Junior doctors at the capital’s All India Institute of Medical Sciences went on protest strikes and picketed main thoroughfares. The decision was challenged in the Supreme Court that, pending the decision, stayed the implementation of the 27% reservations. 

The verdict last week underlined the concern of the highest court for a rational basis for such reservations. 

The Constitution provides for 15% reservations in educational institutions, government jobs, etc for the scheduled castes (SC) and 7.5% for scheduled tribes (ST). 

Notably, the founding fathers had provided for even the SC, ST reservations for only 10 years. Since then successive governments have extended these. It is unlikely that any government would have the political will to end the SC, ST reservations anytime in the foreseeable future.  

Reservations for the OBCs, however, are relatively new. In the current form, the beleaguered government introduced these in 1990, when in an abortive bid to retain power it dusted off a 10-year-old report of the Mandal Commission to provide for 27% reservations for OBCs in government jobs. 

The countrywide protests that followed, especially by urban youths, were quelled.
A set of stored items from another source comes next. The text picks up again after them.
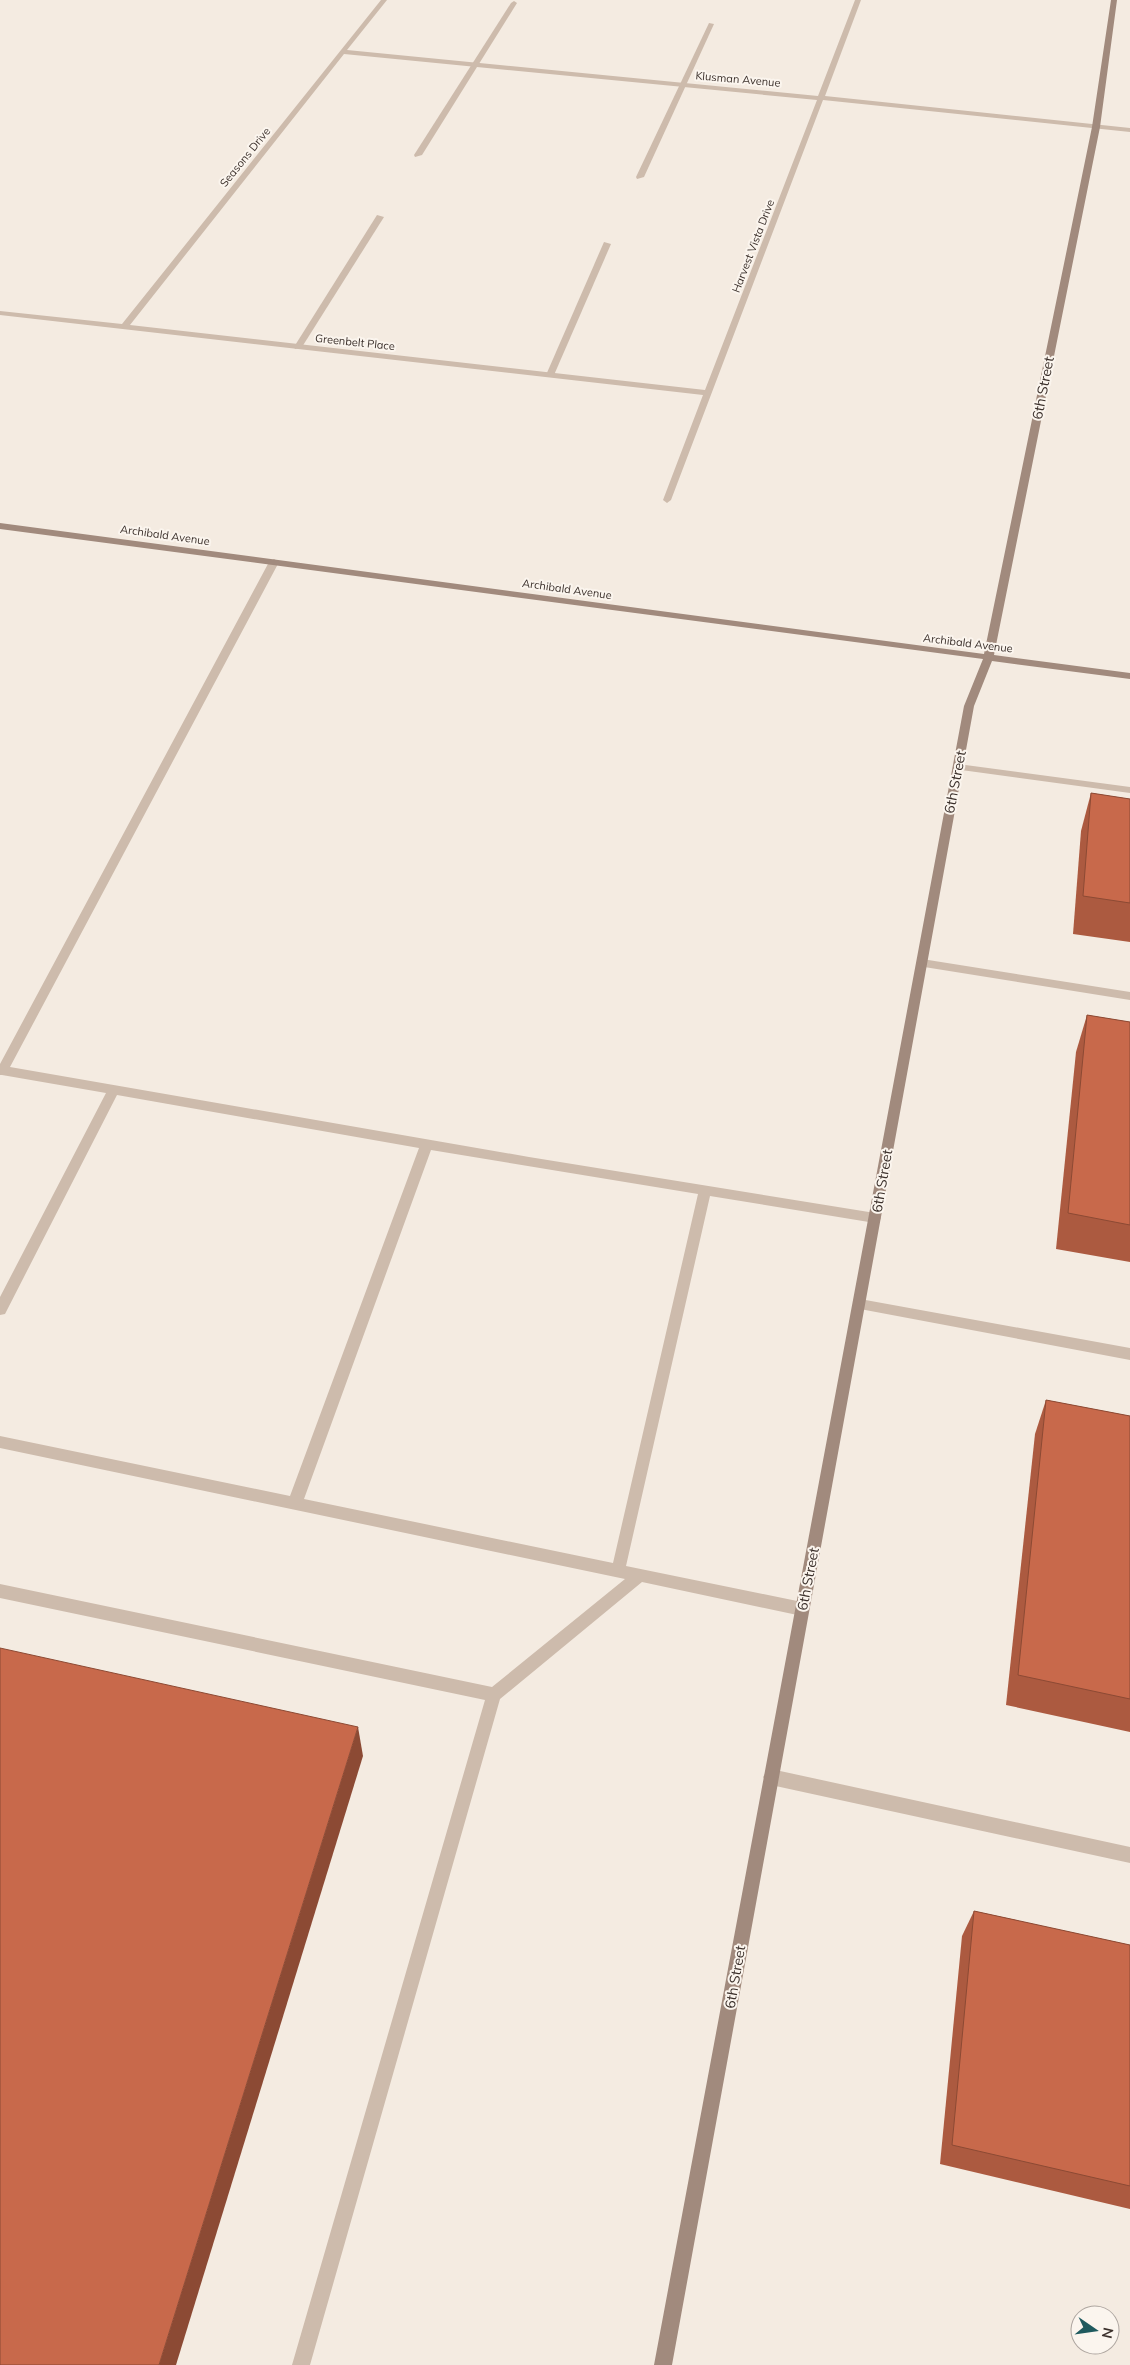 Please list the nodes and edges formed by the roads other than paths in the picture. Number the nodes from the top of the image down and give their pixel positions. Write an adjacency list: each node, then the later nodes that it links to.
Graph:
1 (384, 0): 6 (street, Seasons Drive)
2 (858, 0): 9 (street, Harvest Vista Drive)
3 (1114, 0): 10 (main road, 6th Street)
4 (514, 3): 7 (street)
5 (711, 24): 8 (street)
6 (343, 52): 7 (street, Klusman Avenue); 17 (street, Seasons Drive)
7 (476, 65): 8 (street, Klusman Avenue); 12 (street)
8 (683, 85): 9 (street, Klusman Avenue); 13 (street)
9 (822, 98): 10 (street, Klusman Avenue); 20 (street, Harvest Vista Drive)
10 (1096, 127): 11 (street, Klusman Avenue); 24 (main road, 6th Street)
11 (1130, 130)
12 (418, 155)
13 (640, 177)
14 (380, 217): 18 (street)
15 (606, 244): 19 (street)
16 (0, 313): 17 (street, Greenbelt Place)
17 (124, 327): 18 (street, Greenbelt Place)
18 (298, 347): 19 (street, Greenbelt Place)
19 (550, 375): 20 (street, Greenbelt Place)
20 (708, 393): 21 (street, Harvest Vista Drive)
21 (667, 500)
22 (0, 526): 23 (main road, Archibald Avenue)
23 (274, 562): 24 (main road, Archibald Avenue); 30 (street)
24 (988, 658): 25 (main road, Archibald Avenue); 26 (main road, 6th Street)
25 (1130, 676)
26 (958, 767): 27 (street); 28 (main road, 6th Street)
27 (1130, 790)
28 (922, 963): 29 (street); 34 (main road, 6th Street)
29 (1130, 996)
30 (1, 1070): 31 (street)
31 (113, 1090): 32 (street); 36 (street)
32 (427, 1144): 33 (street); 39 (street)
33 (705, 1190): 34 (street); 40 (street)
34 (875, 1218): 35 (main road, 6th Street)
35 (860, 1304): 37 (street); 43 (main road, 6th Street)
36 (0, 1310)
37 (1130, 1354)
38 (0, 1442): 39 (street)
39 (295, 1503): 40 (street)
40 (618, 1571): 41 (street)
41 (640, 1575): 43 (street); 44 (street)
42 (0, 1591): 44 (street)
43 (802, 1609): 45 (main road, 6th Street)
44 (494, 1695): 47 (street)
45 (771, 1777): 46 (street); 48 (main road, 6th Street)
46 (1130, 1854)
47 (301, 2365)
48 (663, 2365) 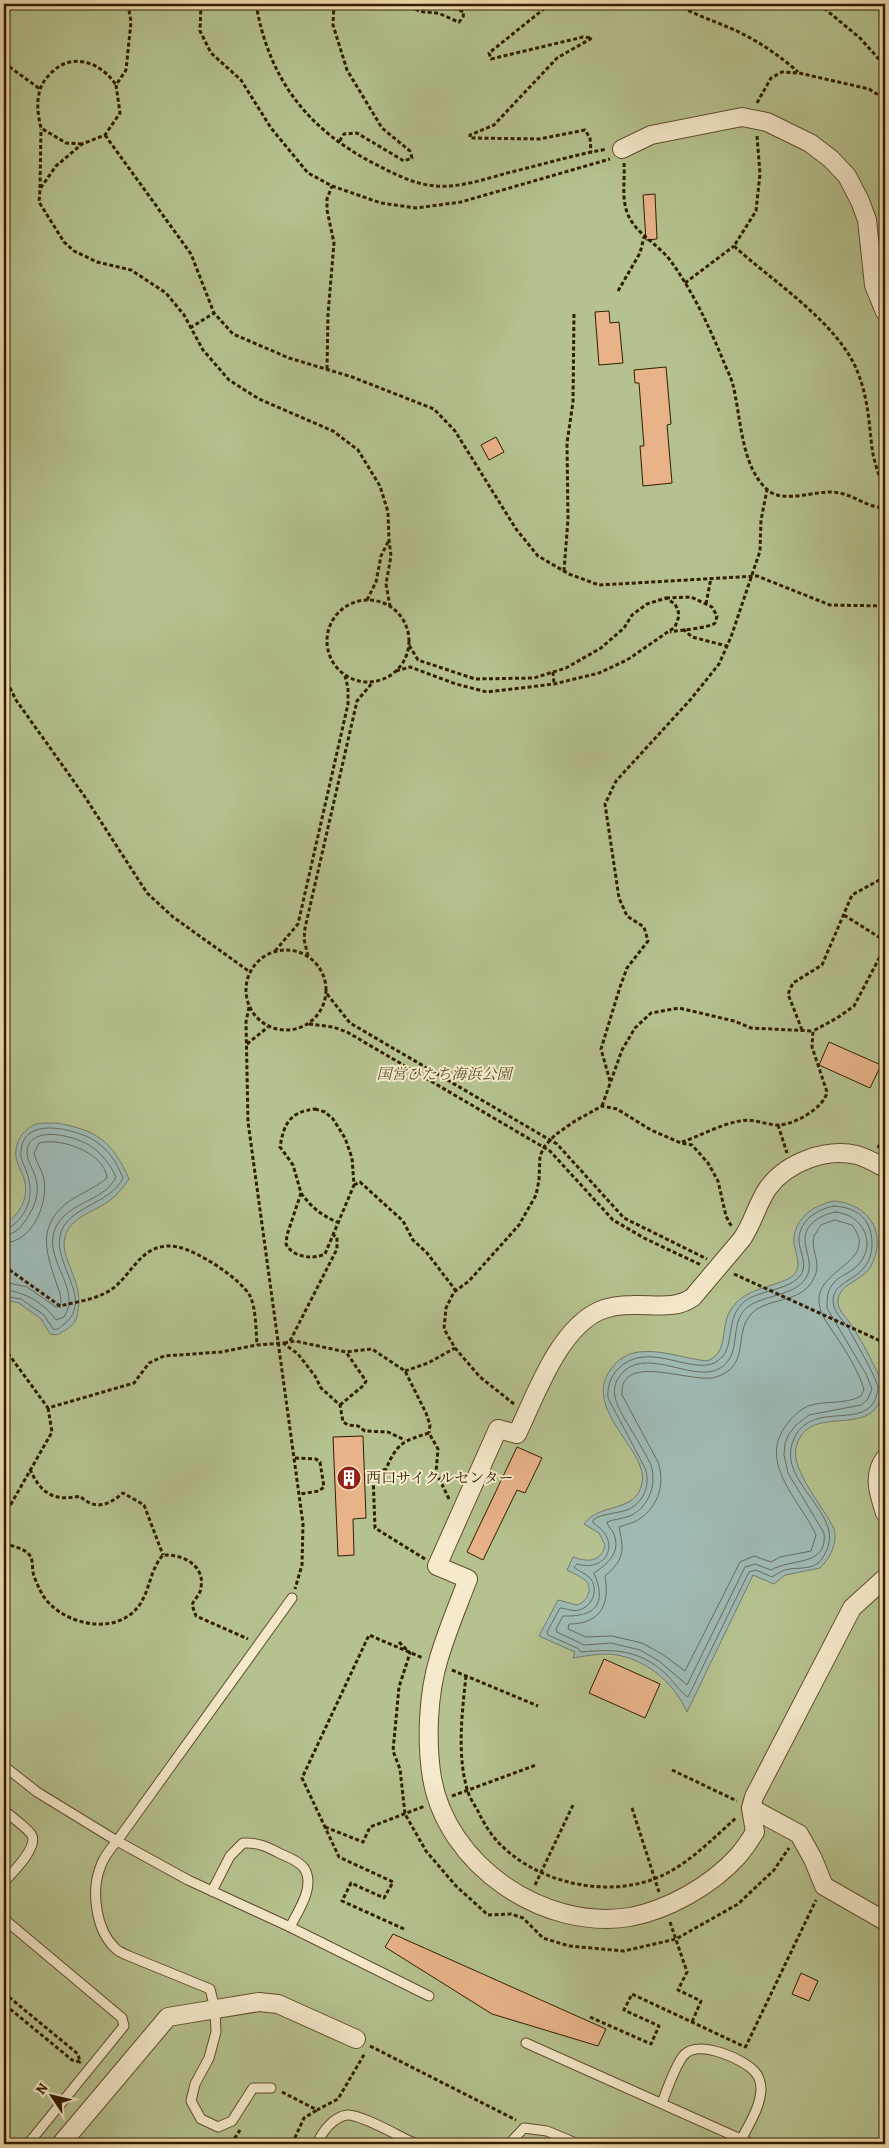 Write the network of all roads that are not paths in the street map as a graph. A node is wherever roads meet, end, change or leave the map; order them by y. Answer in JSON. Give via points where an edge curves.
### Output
{"nodes":[{"id":1,"x":622,"y":152,"type":"road end"},
{"id":2,"x":885,"y":312,"type":"edge"},
{"id":3,"x":885,"y":1168,"type":"edge"},
{"id":4,"x":885,"y":1458,"type":"edge"},
{"id":5,"x":885,"y":1513,"type":"edge"},
{"id":6,"x":885,"y":1578,"type":"edge"},
{"id":7,"x":292,"y":1598,"type":"road end"},
{"id":8,"x":4,"y":1766,"type":"edge"},
{"id":9,"x":751,"y":1808,"type":"junction"},
{"id":10,"x":4,"y":1810,"type":"edge"},
{"id":11,"x":116,"y":1841,"type":"junction"},
{"id":12,"x":4,"y":1882,"type":"edge"},
{"id":13,"x":212,"y":1891,"type":"junction"},
{"id":14,"x":4,"y":1918,"type":"edge"},
{"id":15,"x":885,"y":1920,"type":"edge"},
{"id":16,"x":290,"y":1927,"type":"junction"},
{"id":17,"x":429,"y":1996,"type":"dead end"},
{"id":18,"x":215,"y":2008,"type":"junction"},
{"id":19,"x":363,"y":2042,"type":"road end"},
{"id":20,"x":526,"y":2043,"type":"dead end"},
{"id":21,"x":271,"y":2088,"type":"road end"},
{"id":22,"x":662,"y":2103,"type":"junction"},
{"id":23,"x":740,"y":2142,"type":"edge"},
{"id":24,"x":28,"y":2144,"type":"edge"},
{"id":25,"x":61,"y":2144,"type":"edge"},
{"id":26,"x":317,"y":2144,"type":"edge"},
{"id":27,"x":416,"y":2144,"type":"edge"},
{"id":28,"x":509,"y":2144,"type":"edge"},
{"id":29,"x":578,"y":2144,"type":"edge"},
{"id":30,"x":752,"y":2144,"type":"edge"}],
"edges":[{"from":1,"to":2,"type":"street","via":[[651,135],[742,117],[767,122],[810,143],[846,176],[860,201],[867,220],[874,285]]},
{"from":3,"to":9,"type":"street","bridge":true,"via":[[856,1155],[840,1153],[801,1162],[769,1186],[745,1235],[693,1297],[679,1304],[614,1306],[591,1315],[580,1324],[561,1347],[517,1434],[498,1429],[437,1566],[468,1579],[438,1660],[430,1707],[432,1779],[450,1827],[481,1868],[504,1886],[563,1913],[593,1919],[630,1916],[664,1906],[706,1884],[738,1856],[756,1832]]},
{"from":4,"to":5,"type":"street","via":[[877,1473],[877,1482]]},
{"from":6,"to":9,"type":"street","via":[[852,1608]]},
{"from":7,"to":11,"type":"lane"},
{"from":8,"to":11,"type":"lane","via":[[37,1792]]},
{"from":9,"to":15,"type":"street","via":[[799,1834],[824,1886]]},
{"from":10,"to":12,"type":"lane","via":[[31,1834],[33,1843]]},
{"from":11,"to":13,"type":"lane"},
{"from":11,"to":18,"type":"lane","via":[[100,1867],[97,1880],[96,1902],[104,1934],[116,1949],[129,1956],[210,1990]]},
{"from":13,"to":16,"type":"lane"},
{"from":13,"to":16,"type":"lane","via":[[230,1856],[243,1843],[258,1843],[274,1850],[304,1867],[308,1882]]},
{"from":14,"to":24,"type":"lane","via":[[122,2018],[124,2026]]},
{"from":16,"to":17,"type":"lane"},
{"from":18,"to":19,"type":"street","via":[[259,2002],[278,2004]]},
{"from":18,"to":21,"type":"lane","via":[[216,2032],[191,2101],[201,2119],[218,2127],[232,2121],[253,2088]]},
{"from":18,"to":25,"type":"street","via":[[168,2017]]},
{"from":20,"to":22,"type":"lane"},
{"from":22,"to":23,"type":"lane"},
{"from":22,"to":23,"type":"lane","via":[[682,2057],[692,2050],[709,2049],[739,2062],[756,2073],[761,2090],[758,2105]]},
{"from":23,"to":30,"type":"lane"},
{"from":26,"to":27,"type":"lane","via":[[330,2124],[347,2115],[359,2117]]},
{"from":28,"to":29,"type":"lane","via":[[524,2128],[547,2131]]}]}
There were a couple of well-publicised cases of self-immolations but to no avail. The Mandal reservations were implemented. The resulting fragmentation of the society on caste lines led to the rise of many OBC leaders. 

The Supreme Court bar on 27% quota for OBCs in higher educational institutions seemed to have united the entire political class that did not want to alienate the numerically stronger OBC constituency, especially on the eve of a crucial election for a fresh Uttar Pradesh Assembly. 

Tamil Nadu Chief Minister M. Karunanidhi, whose Dravida Munnetra Kazhagam is a key ally of the ruling Congress Party in New Delhi, sought an immediate reversal of the court order through a constitutional amendment. 

Yet, ordinary people uninfluenced by the demands of an increasingly caste-conscious electorate, fully endorsed the court verdict. 

An SMS poll by a leading English-language newspaper found that 83% of respondents supported the court order.